Geraldine Fuhr was a teacher at Hazel Park High School, located in Hazel Park, Mich. She coached the boys’ junior varsity basketball team and served as assistant coach for the boys’ varsity basketball for eight years. She served as head coach of the girls’ basketball team for 10 years.
Based upon her experience, she would have seemed the likely choice to take over as coach of the varsity basketball team.
Federal law established long ago that schools may not generally use gender as a bona fide qualification for the hiring of staff. The same standard should apply to sexual orientation.
In fact, when the post opened up, Fuhr was the choice of the school’s retiring basketball coach and the school’s athletic director. However, school district officials wouldn’t let them serve on the hiring committee. Instead, five other male administrators from the high school and school district selected the new coach.
The hiring committee selected a male teacher at the school who had coached the boys’ freshman basketball team for two years.
Now, in virtually every case involving bias, the hiring committee never comes out and tells the victim of bias, “We don’t want a woman!” Nobody is that stupid. So they have a pretextual reason for the move. “You were late to class one day five years ago.”

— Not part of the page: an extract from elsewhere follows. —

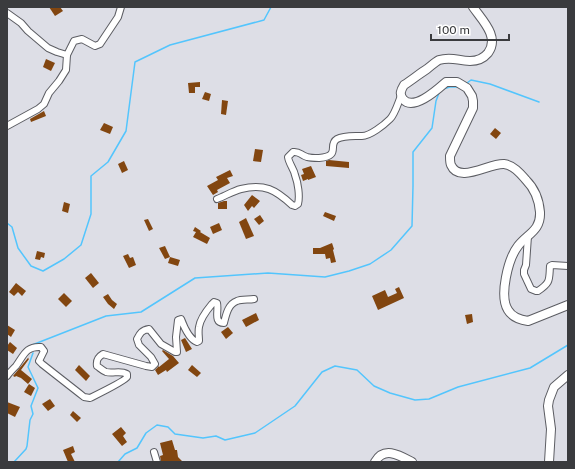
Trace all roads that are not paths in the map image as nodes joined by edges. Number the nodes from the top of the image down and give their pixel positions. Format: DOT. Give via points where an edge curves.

Here, the committee argued that if it selected her, Fuhr would have had to coach both the boys’ and girls’ varsity teams. She was willing to do this.
They also argued that there is no difference between coaching boys and girls’ varsity teams.
In theory, that should be true. In 2004, the University of Connecticut won both the men and women’s varsity basketball titles. The titles are equal in name only. Jim Calhoun, UConn’s coach, gets paid substantially more than his counterpart in the women’s division. Women’s basketball, though gaining in popularity, is merely a speck in the shadow of men’s basketball.
So, arguably, a coach, male or female, would want to coach a boys’ team, if the boys’ team was better. Here, Fuhr showed that she would have received more money had she coached the boys’ team.
Fuhr sued the school district for gender bias under federal law. At her trial, members of the hiring committee testified that the superintendent told them that school board members did not want a woman as head coach and that he would comply with their request.
A jury awarded Fuhr close to $500,000 in damages and the judge ordered the district to name Fuhr as the head basketball coach.
On appeal, the district argued that its reasons for not hiring Fuhr had nothing to do with her gender. It argued that she didn’t suffer any injury because coaching the boys’ team was comparable to coaching the girls’ team. It was a lateral move. But the court noted that boys’ coaching job paid more. That was enough.
Secondly, the district argued that it could not have had Fuhr coach two varsity teams.
Once an employer presents a defense for an action, then the employee, here, Fuhr, had to prove that the reason was false and merely a pretext for discrimination based upon gender.
Based upon testimony from the hiring committee, the school board president and the school principal, the jury found the reason for not hiring was clearly a pretext for its real motive: it didn’t want a female head coach.
Homophobia and gender bias still dominate sports. The Fuhr case is a reminder to school boards not to engage in bias.
Robert DeKoven is a professor at California Western School of Law.